* _Collected data_:
════════════════════

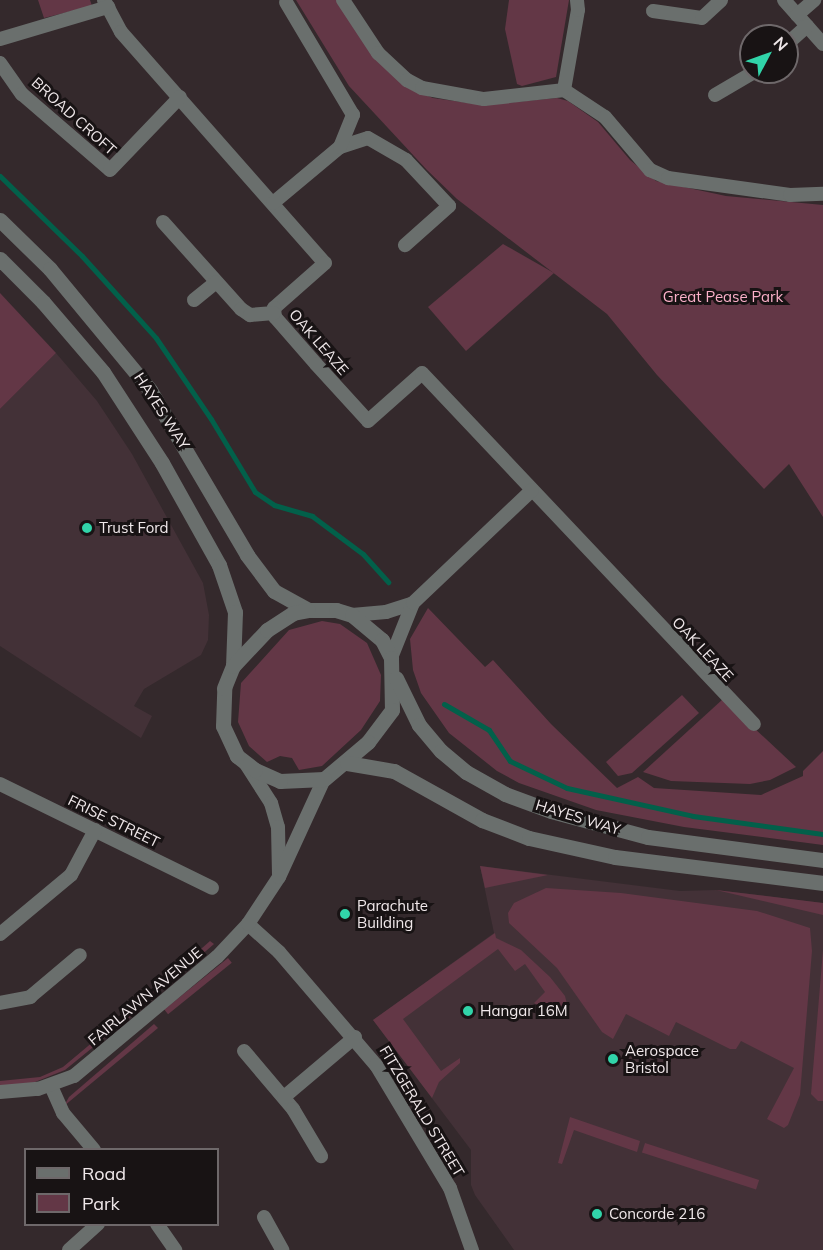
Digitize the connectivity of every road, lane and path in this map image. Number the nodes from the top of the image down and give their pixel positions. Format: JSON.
{"nodes":[{"id":1,"x":343,"y":0,"type":"edge"},
{"id":2,"x":577,"y":0,"type":"edge"},
{"id":3,"x":721,"y":0,"type":"edge"},
{"id":4,"x":784,"y":0,"type":"edge"},
{"id":5,"x":814,"y":0,"type":"edge"},
{"id":6,"x":286,"y":3,"type":"dead end"},
{"id":7,"x":106,"y":4,"type":"edge"},
{"id":8,"x":652,"y":11,"type":"dead end"},
{"id":9,"x":797,"y":15,"type":"junction"},
{"id":10,"x":807,"y":26,"type":"junction"},
{"id":11,"x":799,"y":33,"type":"edge"},
{"id":12,"x":0,"y":39,"type":"edge"},
{"id":13,"x":823,"y":44,"type":"edge"},
{"id":14,"x":0,"y":63,"type":"edge"},
{"id":15,"x":739,"y":81,"type":"edge"},
{"id":16,"x":564,"y":90,"type":"junction"},
{"id":17,"x":715,"y":95,"type":"dead end"},
{"id":18,"x":180,"y":97,"type":"junction"},
{"id":19,"x":340,"y":147,"type":"junction"},
{"id":20,"x":823,"y":194,"type":"edge"},
{"id":21,"x":273,"y":203,"type":"junction"},
{"id":22,"x":0,"y":220,"type":"edge"},
{"id":23,"x":163,"y":222,"type":"dead end"},
{"id":24,"x":405,"y":245,"type":"dead end"},
{"id":25,"x":0,"y":259,"type":"edge"},
{"id":26,"x":216,"y":282,"type":"junction"},
{"id":27,"x":194,"y":300,"type":"dead end"},
{"id":28,"x":274,"y":313,"type":"junction"},
{"id":29,"x":532,"y":490,"type":"junction"},
{"id":30,"x":413,"y":603,"type":"junction"},
{"id":31,"x":308,"y":610,"type":"junction"},
{"id":32,"x":352,"y":615,"type":"junction"},
{"id":33,"x":392,"y":664,"type":"junction"},
{"id":34,"x":233,"y":666,"type":"junction"},
{"id":35,"x":754,"y":724,"type":"dead end"},
{"id":36,"x":246,"y":763,"type":"junction"},
{"id":37,"x":347,"y":763,"type":"junction"},
{"id":38,"x":324,"y":779,"type":"junction"},
{"id":39,"x":0,"y":784,"type":"edge"},
{"id":40,"x":95,"y":830,"type":"junction"},
{"id":41,"x":823,"y":860,"type":"edge"},
{"id":42,"x":279,"y":877,"type":"junction"},
{"id":43,"x":823,"y":883,"type":"edge"},
{"id":44,"x":212,"y":888,"type":"dead end"},
{"id":45,"x":248,"y":924,"type":"junction"},
{"id":46,"x":0,"y":934,"type":"edge"},
{"id":47,"x":80,"y":955,"type":"dead end"},
{"id":48,"x":0,"y":1003,"type":"edge"},
{"id":49,"x":355,"y":1037,"type":"junction"},
{"id":50,"x":244,"y":1051,"type":"dead end"},
{"id":51,"x":51,"y":1086,"type":"junction"},
{"id":52,"x":0,"y":1092,"type":"edge"},
{"id":53,"x":284,"y":1097,"type":"junction"},
{"id":54,"x":93,"y":1148,"type":"edge"},
{"id":55,"x":321,"y":1156,"type":"dead end"},
{"id":56,"x":264,"y":1217,"type":"dead end"},
{"id":57,"x":96,"y":1226,"type":"edge"},
{"id":58,"x":158,"y":1226,"type":"edge"},
{"id":59,"x":69,"y":1250,"type":"edge"},
{"id":60,"x":175,"y":1250,"type":"edge"},
{"id":61,"x":282,"y":1250,"type":"edge"},
{"id":62,"x":472,"y":1250,"type":"edge"}],
"edges":[{"from":1,"to":16,"type":"street"},
{"from":2,"to":16,"type":"street"},
{"from":3,"to":8,"type":"street"},
{"from":4,"to":9,"type":"street"},
{"from":5,"to":9,"type":"street"},
{"from":6,"to":19,"type":"street"},
{"from":7,"to":12,"type":"street"},
{"from":7,"to":18,"type":"street","name":"OAK LEAZE"},
{"from":9,"to":10,"type":"street"},
{"from":10,"to":11,"type":"street"},
{"from":10,"to":13,"type":"street"},
{"from":14,"to":18,"type":"street","name":"BROAD CROFT"},
{"from":15,"to":17,"type":"street"},
{"from":16,"to":20,"type":"street"},
{"from":18,"to":21,"type":"street","name":"OAK LEAZE"},
{"from":19,"to":21,"type":"street"},
{"from":19,"to":24,"type":"street"},
{"from":21,"to":28,"type":"street","name":"OAK LEAZE"},
{"from":22,"to":31,"type":"street","name":"HAYES WAY"},
{"from":23,"to":26,"type":"street"},
{"from":25,"to":34,"type":"street","name":"HAYES WAY"},
{"from":26,"to":27,"type":"street"},
{"from":26,"to":28,"type":"street"},
{"from":28,"to":29,"type":"street","name":"OAK LEAZE"},
{"from":29,"to":30,"type":"street"},
{"from":29,"to":35,"type":"street","name":"OAK LEAZE"},
{"from":30,"to":32,"type":"street"},
{"from":30,"to":33,"type":"street"},
{"from":31,"to":32,"type":"street"},
{"from":31,"to":34,"type":"street"},
{"from":32,"to":33,"type":"street"},
{"from":33,"to":37,"type":"street"},
{"from":33,"to":41,"type":"street","name":"HAYES WAY"},
{"from":34,"to":36,"type":"street"},
{"from":36,"to":38,"type":"street"},
{"from":36,"to":42,"type":"street"},
{"from":37,"to":38,"type":"street"},
{"from":37,"to":43,"type":"street","name":"HAYES WAY"},
{"from":38,"to":42,"type":"street","name":"FAIRLAWN AVENUE"},
{"from":39,"to":40,"type":"street","name":"FRISE STREET"},
{"from":40,"to":44,"type":"street","name":"FRISE STREET"},
{"from":40,"to":46,"type":"street"},
{"from":42,"to":45,"type":"street","name":"FAIRLAWN AVENUE"},
{"from":45,"to":49,"type":"street","name":"FITZGERALD STREET"},
{"from":45,"to":51,"type":"street","name":"FAIRLAWN AVENUE"},
{"from":47,"to":48,"type":"street"},
{"from":49,"to":53,"type":"street"},
{"from":49,"to":62,"type":"street","name":"FITZGERALD STREET"},
{"from":50,"to":53,"type":"street"},
{"from":51,"to":52,"type":"street","name":"FAIRLAWN AVENUE"},
{"from":51,"to":54,"type":"street"},
{"from":53,"to":55,"type":"street"},
{"from":56,"to":61,"type":"street"},
{"from":57,"to":59,"type":"street"},
{"from":58,"to":60,"type":"street"}]}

════════════════════

* _AIM OF THE EXERCISE_:
Filter the records down to the lines that contain the string "AVENUE", and copy those lines.

* _RESPONSE TO THE TASK_:
{"from":38,"to":42,"type":"street","name":"FAIRLAWN AVENUE"},
{"from":42,"to":45,"type":"street","name":"FAIRLAWN AVENUE"},
{"from":45,"to":51,"type":"street","name":"FAIRLAWN AVENUE"},
{"from":51,"to":52,"type":"street","name":"FAIRLAWN AVENUE"},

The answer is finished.